For Enable’s return in the Gp3 September Stakes, the going was described as standard to slow, whereas on the very same day, Ascot raced on good to firm (good in places), while the going at Haydock was heavy. There are few surprises in the going on the all-weather; after all, the clue is in the name, and its consistency is very much appreciated by John Gosden, who says, “When the ground goes too firm in the summer, or during drought, or it becomes bottomless at the end of autumn, the all-weather is a nice place to be. It’s consistent, with bounce, and you can ride a proper race on it.”
It would, however, be unfair to look at all-weather racing as one entity, with “all-weather” encompassing various surfaces, mainly fibresand, polytrack and Tapeta™. Not only this, but each racecourse has its own shape and quirks, as well as its own race programme. Just as on the turf, no two courses are the same.
Gosden is just one trainer who, unsurprisingly, has some favourites, as he shares, “The all-weather track I like the most is Newcastle; it’s very fair and has a good Tapeta surface. It has always been a fair, sweeping course; there are not too many hard luck stories there.” His favour for other all weather tracks is not quite so strong, as he continues, “There’s no doubt that at the likes of Lingfield, you get some unevenly-run races, where they slow the pace down early on and sprint in the straight.”
The opinions of trainers on particular tracks undoubtedly has a great influence on what horses, including what standard of horse, they will run at each. Though he has less hands-on experience with the all-weather racecourses in the UK, French-based trainer John Hammond is impressed by the surface at Lingfield, saying, “I have walked the all-weather track at Lingfield, and it is ‘night and day’ when compared to the all-weather tracks in France.”
When discussing all-weather racing, Hammond is keen to stress the importance of how each track is managed. “All-weather tracks need to be very well maintained and managed by very good groundsmen. I don’t think they pay enough attention to these tracks in France, and they often get too quick.” Hammond could not recommend French all-weather courses’ consistency as Gosden had, as he says, “The all-weather tracks here vary considerably. I wouldn’t mind running a good horse at Lingfield, or Kempton, but Chantilly can be a bit quick.”
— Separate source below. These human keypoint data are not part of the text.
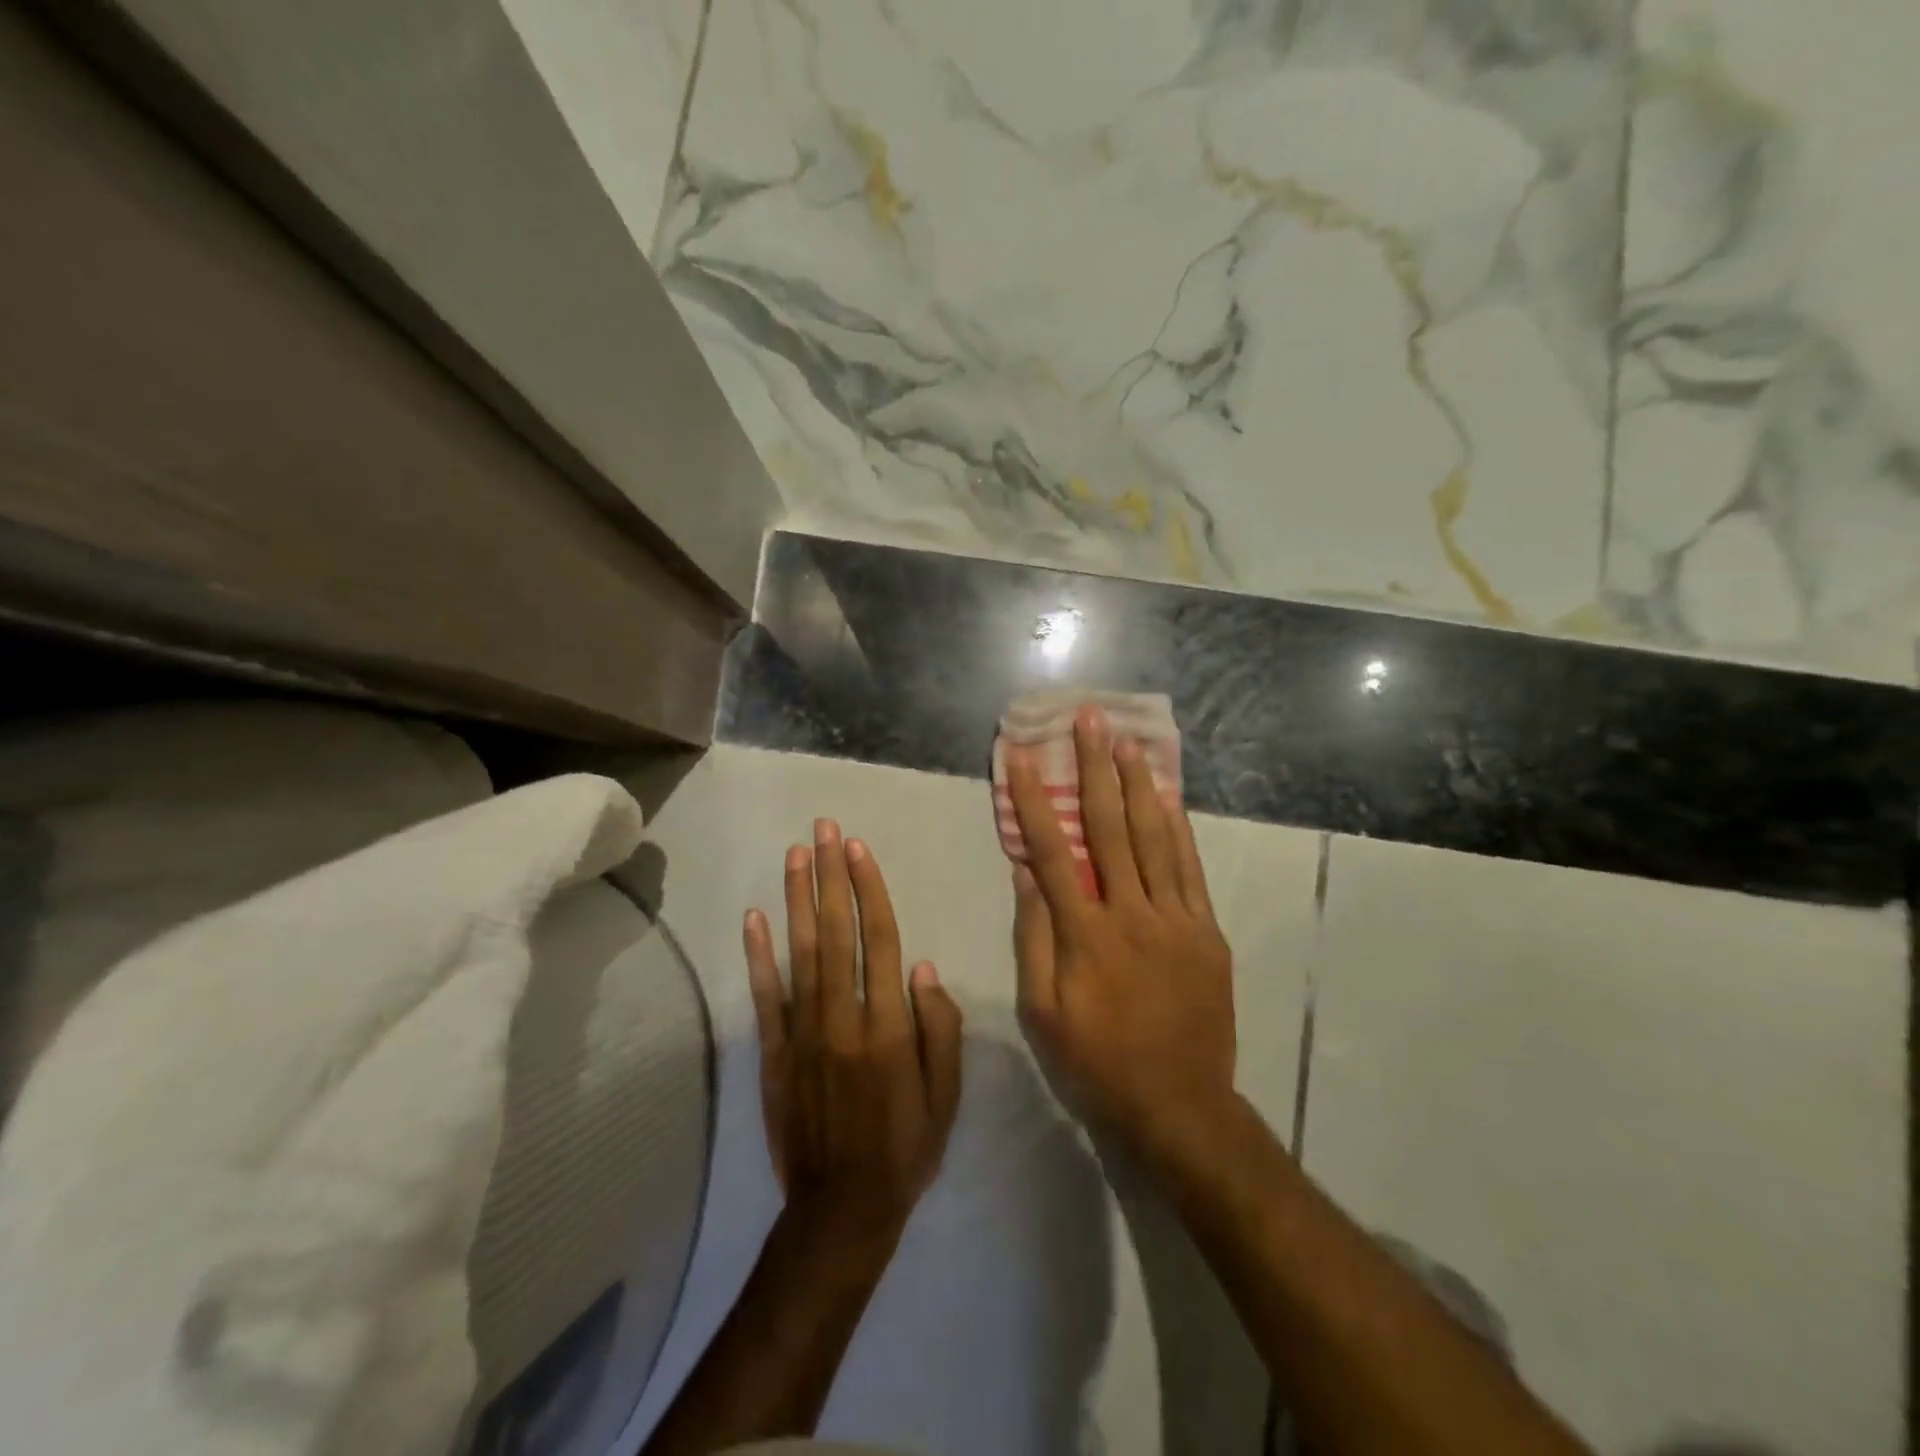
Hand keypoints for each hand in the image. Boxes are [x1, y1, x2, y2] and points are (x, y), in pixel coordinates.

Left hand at [744, 819, 963, 1246]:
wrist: (841, 1211)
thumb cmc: (905, 1148)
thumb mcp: (946, 1096)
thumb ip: (940, 1029)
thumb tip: (925, 968)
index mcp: (888, 1027)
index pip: (880, 941)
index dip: (868, 891)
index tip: (858, 849)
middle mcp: (843, 1019)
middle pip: (836, 933)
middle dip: (830, 877)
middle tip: (824, 829)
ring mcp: (802, 1034)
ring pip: (800, 953)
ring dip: (797, 899)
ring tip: (795, 854)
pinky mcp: (773, 1054)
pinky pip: (764, 997)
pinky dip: (757, 956)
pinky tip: (754, 917)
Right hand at [1007, 705, 1235, 1162]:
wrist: (1180, 1106)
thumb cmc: (1098, 1062)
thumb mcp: (1043, 1013)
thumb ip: (1035, 938)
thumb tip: (1026, 874)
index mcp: (1086, 934)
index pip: (1052, 850)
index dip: (1033, 798)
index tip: (1021, 755)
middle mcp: (1131, 913)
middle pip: (1109, 827)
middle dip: (1095, 768)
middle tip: (1090, 720)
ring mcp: (1176, 919)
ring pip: (1155, 838)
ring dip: (1139, 785)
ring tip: (1129, 741)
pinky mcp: (1206, 931)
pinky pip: (1190, 869)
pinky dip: (1178, 829)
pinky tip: (1168, 798)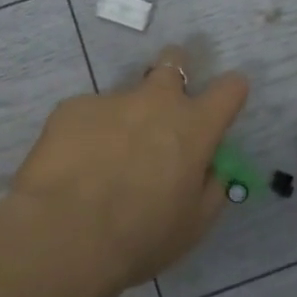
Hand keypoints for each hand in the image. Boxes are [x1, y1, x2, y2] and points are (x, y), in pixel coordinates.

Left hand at [8, 45, 248, 296]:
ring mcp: (111, 100)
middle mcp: (156, 101)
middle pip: (174, 60)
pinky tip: (74, 168)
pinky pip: (87, 115)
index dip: (231, 92)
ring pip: (126, 97)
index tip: (224, 104)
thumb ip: (210, 188)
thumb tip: (210, 170)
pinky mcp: (71, 108)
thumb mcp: (193, 224)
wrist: (65, 234)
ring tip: (104, 161)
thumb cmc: (141, 236)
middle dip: (176, 70)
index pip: (230, 88)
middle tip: (165, 104)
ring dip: (125, 119)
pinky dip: (87, 135)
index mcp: (194, 127)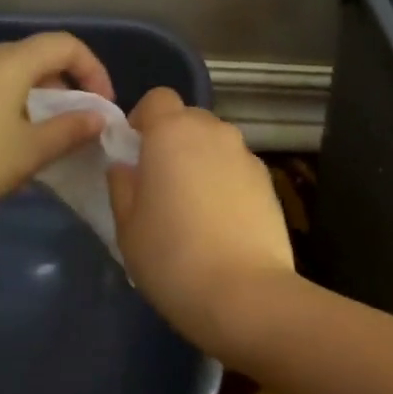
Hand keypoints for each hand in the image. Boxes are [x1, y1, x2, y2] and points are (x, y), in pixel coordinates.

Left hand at [0, 32, 114, 230]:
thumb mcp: (29, 151)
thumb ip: (71, 130)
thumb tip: (98, 117)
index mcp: (8, 61)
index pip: (65, 45)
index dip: (93, 71)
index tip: (101, 108)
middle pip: (37, 58)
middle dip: (66, 89)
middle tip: (76, 128)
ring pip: (9, 76)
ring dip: (36, 101)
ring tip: (42, 141)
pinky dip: (8, 107)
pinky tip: (3, 146)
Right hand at [107, 88, 296, 343]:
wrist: (244, 294)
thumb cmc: (172, 257)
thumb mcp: (128, 227)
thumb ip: (122, 187)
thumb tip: (126, 167)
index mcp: (173, 132)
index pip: (158, 99)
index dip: (143, 120)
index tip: (135, 154)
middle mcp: (215, 133)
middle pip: (190, 119)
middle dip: (173, 140)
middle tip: (160, 183)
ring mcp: (248, 157)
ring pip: (217, 145)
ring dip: (202, 161)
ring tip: (192, 207)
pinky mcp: (270, 184)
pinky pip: (238, 170)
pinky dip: (226, 183)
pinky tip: (220, 223)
All-weather surfaces have been touted for their lack of fatal injuries, but John Hammond sees a different type of injury on all-weather tracks, and this is one of the reasons he does not have many runners on the surface. “I do think young horses suffer from racing on the all-weather,” he says. “I see an increase in bone bruising to the hind cannon bone due to the fact that there is no slippage on synthetic surfaces.” Hammond gained experience in California before taking out his training licence, which has had some effect on his views. “America has torn up most of it’s all-weather tracks. They may have been applauded for fewer fatal injuries, but bone bruising causes intermittent lameness. This can leave a horse runnable but not performing at its best.”
When questioned on potentially running his stable stars on the all-weather, Hammond said, “I wouldn’t be keen on running my top horses on the all-weather in France. If the French all-weather tracks were a bit softer, I might be more keen on it. It didn’t do Enable any harm!”